Measuring violence against women: Statistical trends


1080946_24278190Measuring violence against women: Statistical Trends focuses on four key elements:

  1. Prevalence and severity of violence against women: Estimating the scope of the issue can be extremely challenging, due to many women’s reluctance to disclose their victimization. To attempt to provide a comprehensive picture of the extent and nature of violence against women, both police-reported crime data and self-reported victimization data are used in the report. The analysis also draws on information from two administrative surveys, namely the Transition Home Survey and the Victims Services Survey. Police data indicate that rates of attempted murder and physical assault against women have decreased in recent years, and reported sexual assault rates have remained stable. Self-reported victimization rates have also remained stable. Regional patterns are similar to the general patterns in violent crime. “For both police-reported and victimization data, women are more often than men the victim of specific forms of violence. For instance, rates of police-reported intimate partner violence were higher among women than men.  While rates of self-reported spousal violence were comparable between the sexes, women experienced the most severe types of spousal violence.
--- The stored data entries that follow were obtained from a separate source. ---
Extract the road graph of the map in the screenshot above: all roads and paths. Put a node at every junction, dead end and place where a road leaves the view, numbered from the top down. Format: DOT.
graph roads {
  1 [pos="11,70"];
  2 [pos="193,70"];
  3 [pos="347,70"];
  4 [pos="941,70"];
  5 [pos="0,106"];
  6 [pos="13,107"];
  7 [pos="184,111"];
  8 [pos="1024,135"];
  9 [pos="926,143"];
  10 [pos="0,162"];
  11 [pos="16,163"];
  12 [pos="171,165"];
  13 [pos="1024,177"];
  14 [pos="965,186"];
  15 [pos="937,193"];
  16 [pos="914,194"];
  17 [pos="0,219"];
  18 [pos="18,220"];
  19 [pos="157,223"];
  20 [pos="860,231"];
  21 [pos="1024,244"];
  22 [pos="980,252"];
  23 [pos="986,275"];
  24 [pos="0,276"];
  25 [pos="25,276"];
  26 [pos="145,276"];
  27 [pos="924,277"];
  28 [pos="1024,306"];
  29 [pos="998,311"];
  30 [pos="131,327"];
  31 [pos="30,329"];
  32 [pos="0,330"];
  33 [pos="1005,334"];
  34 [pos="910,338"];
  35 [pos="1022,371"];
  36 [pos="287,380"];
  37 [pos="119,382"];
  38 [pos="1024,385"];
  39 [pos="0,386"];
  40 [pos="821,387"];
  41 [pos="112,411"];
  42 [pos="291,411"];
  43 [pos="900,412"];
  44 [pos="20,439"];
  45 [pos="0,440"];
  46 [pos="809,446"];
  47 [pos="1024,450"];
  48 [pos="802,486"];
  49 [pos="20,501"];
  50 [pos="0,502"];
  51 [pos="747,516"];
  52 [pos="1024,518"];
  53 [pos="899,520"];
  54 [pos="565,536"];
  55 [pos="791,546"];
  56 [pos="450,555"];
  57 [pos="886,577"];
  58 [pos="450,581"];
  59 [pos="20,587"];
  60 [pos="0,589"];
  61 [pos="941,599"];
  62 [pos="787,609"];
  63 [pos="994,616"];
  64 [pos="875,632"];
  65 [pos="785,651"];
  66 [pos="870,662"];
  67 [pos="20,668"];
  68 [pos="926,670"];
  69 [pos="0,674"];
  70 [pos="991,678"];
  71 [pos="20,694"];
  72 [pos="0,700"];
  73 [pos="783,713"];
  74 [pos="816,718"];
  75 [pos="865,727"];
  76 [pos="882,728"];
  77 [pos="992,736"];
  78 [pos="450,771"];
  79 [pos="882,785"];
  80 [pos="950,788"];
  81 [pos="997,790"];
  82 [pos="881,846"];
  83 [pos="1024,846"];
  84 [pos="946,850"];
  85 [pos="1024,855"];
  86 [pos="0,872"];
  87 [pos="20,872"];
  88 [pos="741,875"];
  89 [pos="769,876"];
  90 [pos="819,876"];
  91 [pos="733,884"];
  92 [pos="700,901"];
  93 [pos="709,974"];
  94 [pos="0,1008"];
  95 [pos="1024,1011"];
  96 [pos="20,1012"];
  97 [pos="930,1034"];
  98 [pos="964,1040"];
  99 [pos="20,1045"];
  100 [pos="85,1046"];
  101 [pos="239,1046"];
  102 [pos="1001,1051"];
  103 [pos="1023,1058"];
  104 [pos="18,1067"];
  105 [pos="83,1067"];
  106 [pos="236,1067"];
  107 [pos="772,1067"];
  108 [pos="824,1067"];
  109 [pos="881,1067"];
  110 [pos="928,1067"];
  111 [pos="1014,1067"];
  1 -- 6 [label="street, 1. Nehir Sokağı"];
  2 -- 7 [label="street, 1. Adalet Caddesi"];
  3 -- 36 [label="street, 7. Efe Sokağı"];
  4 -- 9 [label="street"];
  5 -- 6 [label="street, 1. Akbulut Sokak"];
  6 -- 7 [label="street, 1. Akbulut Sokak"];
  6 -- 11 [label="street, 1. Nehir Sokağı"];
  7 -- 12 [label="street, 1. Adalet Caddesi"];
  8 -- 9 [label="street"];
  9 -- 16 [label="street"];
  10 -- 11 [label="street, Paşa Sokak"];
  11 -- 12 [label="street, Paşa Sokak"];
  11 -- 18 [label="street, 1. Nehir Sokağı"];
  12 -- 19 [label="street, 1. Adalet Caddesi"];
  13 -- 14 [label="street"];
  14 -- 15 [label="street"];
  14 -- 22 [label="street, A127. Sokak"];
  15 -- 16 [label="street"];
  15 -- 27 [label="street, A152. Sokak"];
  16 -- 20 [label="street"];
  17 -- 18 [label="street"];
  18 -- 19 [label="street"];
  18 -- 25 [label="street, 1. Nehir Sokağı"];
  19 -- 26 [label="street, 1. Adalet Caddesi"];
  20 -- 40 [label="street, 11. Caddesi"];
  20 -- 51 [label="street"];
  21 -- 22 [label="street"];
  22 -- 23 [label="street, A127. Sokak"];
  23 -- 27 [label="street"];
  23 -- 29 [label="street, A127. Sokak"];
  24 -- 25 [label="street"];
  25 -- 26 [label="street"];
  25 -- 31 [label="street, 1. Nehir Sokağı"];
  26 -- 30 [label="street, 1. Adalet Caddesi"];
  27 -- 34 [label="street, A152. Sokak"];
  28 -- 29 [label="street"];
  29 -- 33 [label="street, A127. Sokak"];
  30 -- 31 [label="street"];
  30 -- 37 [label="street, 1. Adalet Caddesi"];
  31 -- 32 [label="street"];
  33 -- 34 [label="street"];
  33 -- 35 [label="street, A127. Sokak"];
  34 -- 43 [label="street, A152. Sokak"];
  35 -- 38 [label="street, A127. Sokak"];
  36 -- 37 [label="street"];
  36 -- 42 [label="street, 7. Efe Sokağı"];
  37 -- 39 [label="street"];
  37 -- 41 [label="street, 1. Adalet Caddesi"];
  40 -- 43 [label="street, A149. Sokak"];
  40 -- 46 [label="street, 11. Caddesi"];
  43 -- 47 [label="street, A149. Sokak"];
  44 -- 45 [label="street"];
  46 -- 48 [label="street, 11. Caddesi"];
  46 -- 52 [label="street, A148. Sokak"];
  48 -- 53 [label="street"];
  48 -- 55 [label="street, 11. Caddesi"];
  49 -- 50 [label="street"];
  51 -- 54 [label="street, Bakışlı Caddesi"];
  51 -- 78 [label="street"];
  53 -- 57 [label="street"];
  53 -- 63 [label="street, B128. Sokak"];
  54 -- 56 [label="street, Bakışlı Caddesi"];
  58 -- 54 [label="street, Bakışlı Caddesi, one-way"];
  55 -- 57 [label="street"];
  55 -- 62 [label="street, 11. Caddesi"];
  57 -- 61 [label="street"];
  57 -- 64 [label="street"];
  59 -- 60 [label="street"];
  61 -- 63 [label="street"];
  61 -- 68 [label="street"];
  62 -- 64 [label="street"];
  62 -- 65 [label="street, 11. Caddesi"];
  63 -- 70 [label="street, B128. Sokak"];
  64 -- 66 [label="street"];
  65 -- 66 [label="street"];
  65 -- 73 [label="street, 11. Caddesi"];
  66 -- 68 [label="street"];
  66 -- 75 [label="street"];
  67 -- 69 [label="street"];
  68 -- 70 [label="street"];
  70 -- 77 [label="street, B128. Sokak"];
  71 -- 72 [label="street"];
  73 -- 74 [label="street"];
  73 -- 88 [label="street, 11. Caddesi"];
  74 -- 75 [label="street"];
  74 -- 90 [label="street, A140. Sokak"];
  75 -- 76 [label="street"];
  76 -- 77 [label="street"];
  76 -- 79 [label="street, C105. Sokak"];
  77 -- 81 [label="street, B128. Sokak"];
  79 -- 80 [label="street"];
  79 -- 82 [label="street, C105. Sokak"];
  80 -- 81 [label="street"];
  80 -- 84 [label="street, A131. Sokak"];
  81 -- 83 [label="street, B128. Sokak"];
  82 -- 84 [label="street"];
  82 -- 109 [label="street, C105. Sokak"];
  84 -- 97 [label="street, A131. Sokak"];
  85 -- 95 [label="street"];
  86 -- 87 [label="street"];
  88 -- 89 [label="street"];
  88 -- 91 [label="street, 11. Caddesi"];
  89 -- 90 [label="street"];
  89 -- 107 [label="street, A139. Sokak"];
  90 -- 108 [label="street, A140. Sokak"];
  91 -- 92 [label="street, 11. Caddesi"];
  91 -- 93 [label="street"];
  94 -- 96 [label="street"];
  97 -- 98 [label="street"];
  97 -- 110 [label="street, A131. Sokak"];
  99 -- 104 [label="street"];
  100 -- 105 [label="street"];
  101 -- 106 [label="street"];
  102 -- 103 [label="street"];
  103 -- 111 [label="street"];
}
Regardless of the survey instrument used, sexual crimes and criminal harassment was more prevalent among women than men.”
  2. Risk factors associated with violence against women:  a) females aged 15 to 24 are at the highest risk of police-reported violence; b) women are most at risk from an intimate partner, significantly more so in a dating relationship than in a spousal relationship, and significantly higher when there has been a previous relationship with the accused intimate partner; c) aboriginal women are disproportionally represented as victims of violent crime, including homicide; d) rates of police-reported violence against women are higher in non-metropolitan areas (small cities, towns and rural areas); in self-reported statistics, young women and single women are most at risk of violence; e) women who self-identify as lesbian or bisexual were significantly more likely than heterosexual women to report violence by a current or previous spouse in the previous five years; f) women who participated in a high level of evening activities had a higher prevalence of both spousal and non-spousal victimization; g) non-spousal victimization was higher among women who used alcohol or drugs; h) women with an activity limitation (e.g. mental health condition or health problem that restricts a person’s activities) were more likely to experience spousal violence; g) spousal violence is more common among women who experienced emotional and financial abuse. Interesting to note were the findings that: a) educational attainment and income overall had no bearing on risk of either spousal or non-spousal violence – risk factors remain the same at all levels; b) retired women were less likely than those working a paid job to be victimized by someone other than a spouse, when other factors were taken into account; c) according to the 2009 GSS, immigrant women had a lower risk of spousal violence compared to Canadian-born women (however, it should be noted that the GSS is conducted in English and French, which may lead to under-reporting); d) community factors (e.g. levels of social ties and interactions, social disorder in the immediate surroundings) had little impact on women’s risk of spousal victimization, although social disorder was associated with higher risk of non-spousal victimization.
  3. Impact of violence against women:  The report found that: “Violence against women can have a myriad of devastating consequences on women’s short and long-term health and well-being. Along with the immediate physical and emotional impacts of violence, women’s overall quality of life can be adversely affected over an entire lifetime, which can, in turn, impact their participation and engagement in various aspects of life and society. These consequences to the individual women, along with the violent act itself, can have ripple effects on society as a whole.  For instance, employers may experience lost productivity and output from their employees, while women’s informal support networks, such as family and friends, may need to alter their daily activities to provide assistance to victims.  This is in addition to the broader societal costs associated with delivering and maintaining health care, social and justice-related services to victims of violent crime, as well as the costs related to the criminal justice response to accused persons.”
  4. Responses to violence against women:  While the criminal justice response to violence against women has shifted over the last 30 years, “many women who self-report victimization still do not seek support from the criminal justice system, as evidenced by the recent decrease in reporting spousal violence to police and the stability in rates of reporting for non-spousal violence. Women are more likely to turn to informal sources of support, such as family and friends, according to victimization data.”  Women are more likely than men to turn to formal social services when faced with intimate partner violence and sexual assault.

Access this report.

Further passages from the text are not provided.